If the 2020 presidential campaign has done nothing else, it’s solidified the Democratic Party’s bonafides when it comes to abortion. Gone are the days when candidates would argue over the morality of abortion; nowadays, it’s all about justifications, and that’s exactly where former South Bend, Indiana, mayor and Democratic hopeful Pete Buttigieg has decided to hang his proverbial hat.
Several times on the campaign trail, Buttigieg, who has cast himself as the arbiter of moral truth in the age of Trump, has claimed the morality of a single issue — abortion — is “unknowable.”

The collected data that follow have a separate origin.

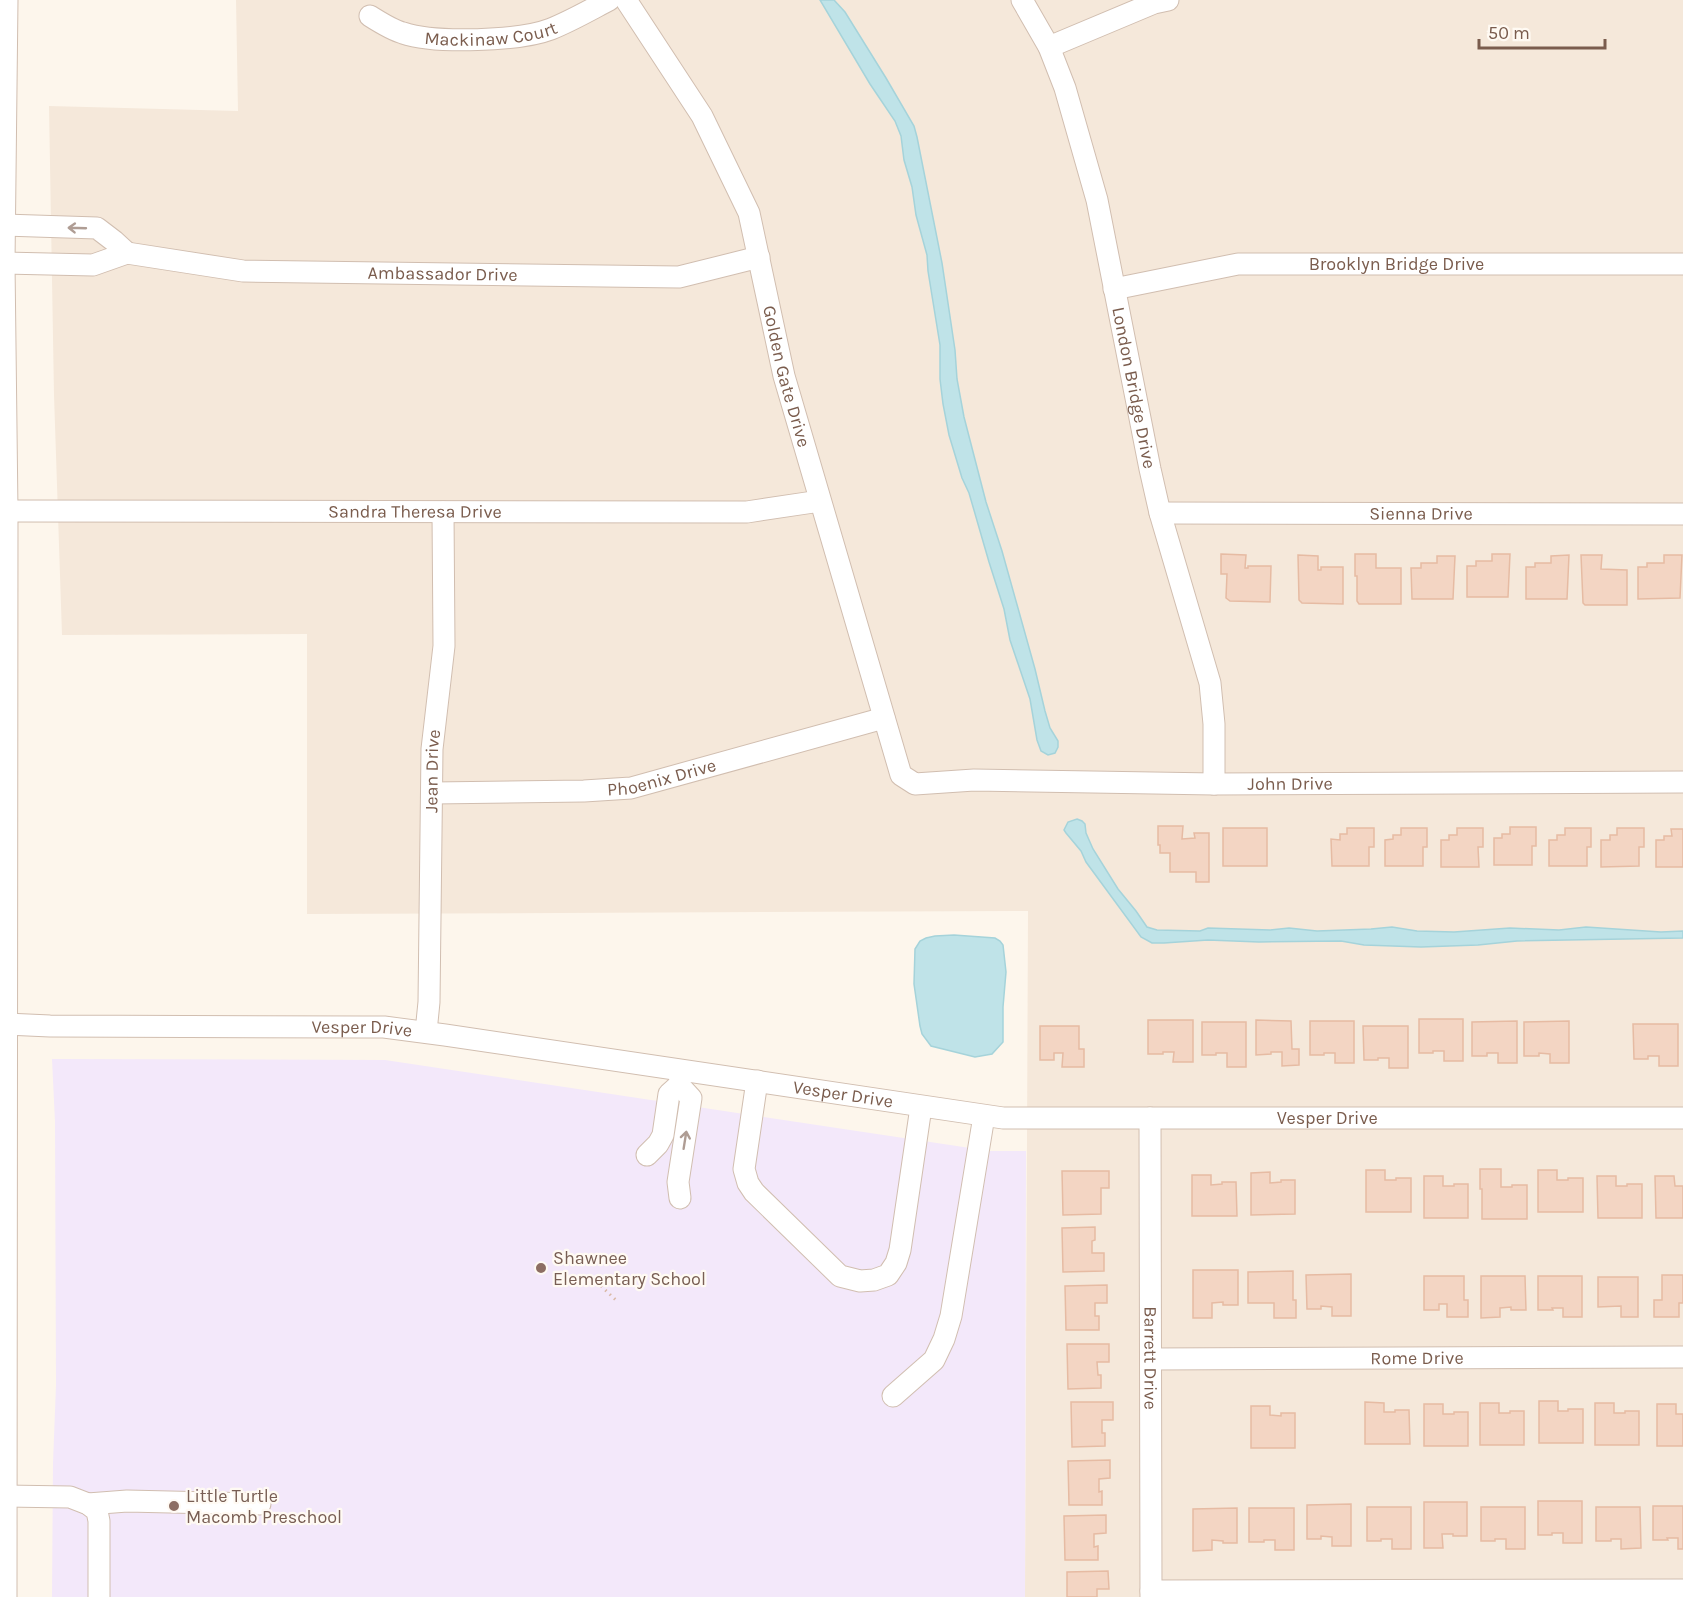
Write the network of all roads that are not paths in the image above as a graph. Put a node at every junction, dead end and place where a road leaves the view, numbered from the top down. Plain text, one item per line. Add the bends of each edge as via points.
1 (7, 0) edge
2 (609, 0) edge
3 (626, 0) edge
4 (1022, 0) edge
5 (1168, 0) edge
6 (370, 16) dead end
7 (1049, 47) junction
8 (4, 225) junction
9 (127, 253) junction
10 (759, 257) junction
11 (4, 263) junction
12 (1683, 264) edge
13 (1114, 289) junction
14 (820, 501) junction
15 (8, 511) junction
16 (443, 512) junction
17 (1160, 513) junction
18 (1683, 514) edge
19 (884, 718) junction
20 (3, 769) edge
21 (901, 775) joint
22 (1683, 782) edge
23 (1214, 784) junction
24 (3, 793) edge
25 (433, 793) junction
26 (6, 1024) junction
27 (426, 1032) junction
28 (680, 1078) junction
29 (757, 1081) junction
30 (921, 1107) junction
31 (984, 1116) junction
32 (1150, 1118) junction
33 (1683, 1118) edge
34 (647, 1155) dead end
35 (680, 1198) dead end
36 (1683, 1357) edge
37 (1151, 1359) junction
38 (893, 1396) dead end
39 (5, 1496) junction
40 (87, 1504) junction
41 (260, 1504) dead end
42 (1683, 1590) edge
43 (1151, 1594) edge
44 (6, 1597) edge
45 (99, 1597) edge

1 - 8 street
2 - 6 street, Mackinaw Court via 549,29 514,38 422,37 404,34
3 - 10 street, Golden Gate Drive via 702,116 749,213
4 - 7 street, London Bridge Drive
5 - 7 street
7 - 13 street, London Bridge Drive via 1097,200
9 -> 8 street via 97,228
8 - 11 street
9 - 10 street, Ambassador Drive via 243,271 679,277
9 - 11 street, Ambassador Drive via 93,265
10 - 14 street, Golden Gate Drive via 784,376
11 - 15 street
12 - 13 street, Brooklyn Bridge Drive via 1238,264
13 - 17 street, London Bridge Drive
14 - 16 street, Sandra Theresa Drive via 747,512
14 - 19 street, Golden Gate Drive
15 - 16 street, Sandra Theresa Drive
15 - 20 street
16 - 25 street, Jean Drive via 444,646 432,749
17 - 18 street, Sienna Drive
17 - 23 street, London Bridge Drive via 1210,683
19 - 21 street, Golden Gate Drive
19 - 25 street, Phoenix Drive via 632,788
20 - 24 street
21 - 23 street, John Drive via 915,784 974,780
22 - 23 street, John Drive
24 - 26 street
25 - 27 street, Jean Drive
26 - 27 street, Vesper Drive via 363,1027
26 - 39 street
27 - 28 street, Vesper Drive
28 - 29 street, Vesper Drive
28 - 34 street via 669,1094 663,1135
35 -> 28 street via 678,1182 691,1098
29 - 30 street, Vesper Drive
29 - 30 street via 744,1169 748,1183 840,1276 860,1281 888,1275 896,1263
30 - 31 street, Vesper Drive
31 - 32 street, Vesper Drive
31 - 38 street via 944,1339 933,1360
32 - 33 street, Vesper Drive
32 - 37 street, Barrett Drive
36 - 37 street, Rome Drive
37 - 43 street, Barrett Drive
39 - 40 street via 70,1497
39 - 44 street
40 - 41 street
40 - 45 street via 97,1510 99,1521
42 - 43 street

During a recent interview with The Washington Post’s Michael Gerson, the 2020 Democratic candidate argued, just as he did in April of last year, that the issue of abortion is somehow outside the realm of things comprehendible by the human mind.
Asked by Gerson whether the protection of an unborn life could constitute a human rights issue, the 37-year-old candidate and combat veteran replied, “To say whose rights are involved is to assume an answer. And it’s because the answer is, in a certain sense, unknowable that the American majority believes it is best left to those facing the decision.”
Buttigieg, an Episcopalian, sidestepped the same question when he appeared on MSNBC’s “Morning Joe” last spring, telling co-host Willie Geist that abortion — even late in pregnancy — is a “personal decision,” suggesting those in the pro-life camp who question the rightness of abortion are being “misleading” because the morality of the issue is, in his mind, “unknowable.”
Conservative writer Ericka Andersen said Buttigieg’s answer seems to suggest, since abortion’s morality is apparently “unknowable,” politicians are choosing to “err on the side of murder, I guess.”
The fact Buttigieg has used this kind of verbiage when it comes to abortion says something about him and his political party.
The Democratic Party has become so unflinching on the issue of abortion, even candidates like Buttigieg, who is solidly progressive in every way, can’t stray from groupthink on abortion. After all, Democratic National Committee chairman Tom Perez said in 2017 that “every Democrat” needs to support access to abortion, adding the issue is “not negotiable,” essentially establishing a litmus test for the party.
As for Buttigieg, he falls into one of two categories: he either knows the truth about abortion and where it falls on the moral spectrum and chooses not to take a stand because he doesn’t want to risk taking flack from the Democratic Party (in his defense, it would be political suicide), or he hasn’t spent any time thinking about how his theology as a Christian should apply to the issue of abortion.
Either way, Buttigieg’s lily-livered stance on abortion is ironic and sad. We should expect — and demand — more from our potential leaders.